Multiple databases predicted the common potential transcription factors of ORC6 (A). P1 glioma cells were transfected with the specified siRNAs (at 200 nM) targeting the described transcription factors or a scramble non-sense siRNA (siC, at 200 nM) for 48 h, the expression of ORC6 mRNA was assessed (B). P1 glioma cells were genetically engineered to stably express the lentiviral RBPJ shRNA (shRBPJ-Sq1 or shRBPJ-Sq2) (C and D), scramble control shRNA (“shC”) (C, D), the lentiviral RBPJ-expressing construct (oeRBPJ) (E, F), or an empty vector (“Vec”) (E, F); The expression of the listed mRNAs and proteins was assessed (C–F).
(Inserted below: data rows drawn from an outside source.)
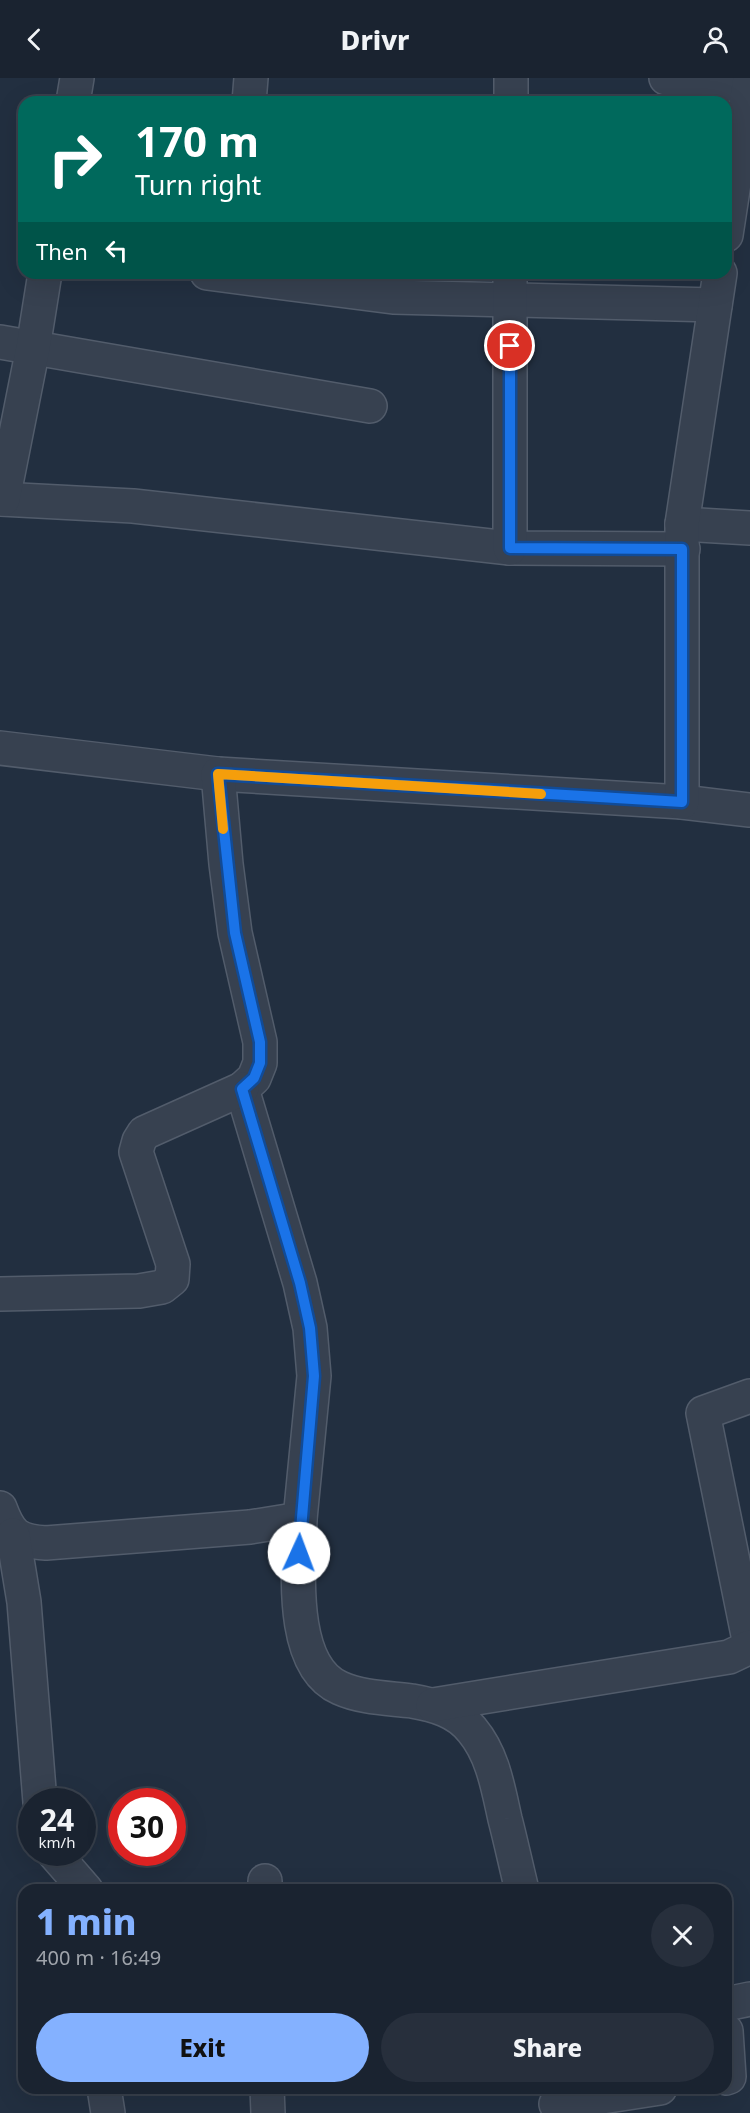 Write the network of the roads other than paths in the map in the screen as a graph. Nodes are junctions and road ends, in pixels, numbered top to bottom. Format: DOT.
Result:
graph roads {
  1 [pos="77,78"];
  2 [pos="251,78"];
  3 [pos="511,78"];
  4 [pos="666,78"];
  5 [pos="750,83"];
  6 [pos="74,96"];
  7 [pos="250,96"];
  8 [pos="511,96"];
  9 [pos="732,197"];
  10 [pos="44,279"];
  11 [pos="254,279"];
  12 [pos="719,279"];
  13 [pos="510,287"];
  14 [pos="716,305"];
  15 [pos="0,342"];
  16 [pos="33,348"];
  17 [pos="370,406"];
  18 [pos="2,499"];
  19 [pos="750,528"];
  20 [pos="682,536"];
  21 [pos="510,548"];
  22 [pos="0,748"];
  23 [pos="218,774"];
  24 [pos="682,802"];
  25 [pos="750,810"];
  26 [pos="242,1089"];
  27 [pos="0,1294"];
  28 [pos="750,1396"];
  29 [pos="300,1519"];
  30 [pos="7,1521"];
  31 [pos="750,1646"];
  32 [pos="433,1705"];
  33 [pos="39,1788"];
  34 [pos="65,1866"];
  35 [pos="81,1884"];
  36 [pos="521,1884"];
  37 [pos="750,1999"];
  38 [pos="732,2003"];
  39 [pos="105,2094"];
  40 [pos="267,2094"];
  41 [pos="615,2094"];
  42 [pos="556,2102"];
  43 [pos="108,2113"];
  44 [pos="268,2113"];
  1 -- 6 [label="street"];
  2 -- 7 [label="street"];
  3 -- 8 [label="street"];
  4 -- 5 [label="street"];
  5 -- 9 [label="street"];
  10 -- 16 [label="street"];
  11 -- 13 [label="street"];
  12 -- 14 [label="street"];
  13 -- 14 [label="street"];
  13 -- 21 [label="street"];
  14 -- 20 [label="street"];
  15 -- 16 [label="street"];
  16 -- 17 [label="street"];
  16 -- 18 [label="street"];
  18 -- 21 [label="street"];
  19 -- 20 [label="street"];
  20 -- 21 [label="street"];
  20 -- 24 [label="street"];
  22 -- 23 [label="street"];
  23 -- 24 [label="street"];
  23 -- 26 [label="street"];
  24 -- 25 [label="street"];
  26 -- 27 [label="street"];
  26 -- 29 [label="street"];
  28 -- 31 [label="street"];
  29 -- 30 [label="street"];
  29 -- 32 [label="street"];
  30 -- 33 [label="street"];
  31 -- 32 [label="street"];
  32 -- 36 [label="street"];
  34 -- 35 [label="street"];
  37 -- 38 [label="street"];
  39 -- 43 [label="street"];
  40 -- 44 [label="street"];
  41 -- 42 [label="street"];
}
Chromatin Immunoprecipitation (ChIP) assay results showed the relative levels of RBPJ-bound ORC6 promoter region in specified glioma tissues (“T”) and matched adjacent normal brain tissues (“N”) (G) as well as in listed glioma cells and human astrocytes (H). RBPJ protein expression in primary human astrocytes (“Astrocytes1/2”), immortalized (A172) or primary (“P1,” “P2,” “P3”) glioma cells was presented (I). Values were mean ± standard deviation (SD). *P < 0.05 versus “siC” (B). *P < 0.05 versus “shC”/ “Vec” cells (C–F). *P < 0.05 versus “N” tissues or “Astryocytes1” (G, H). “n. s.” indicates non-statistical difference (P > 0.05). The experiments were conducted five times (biological repeats), yielding consistent results.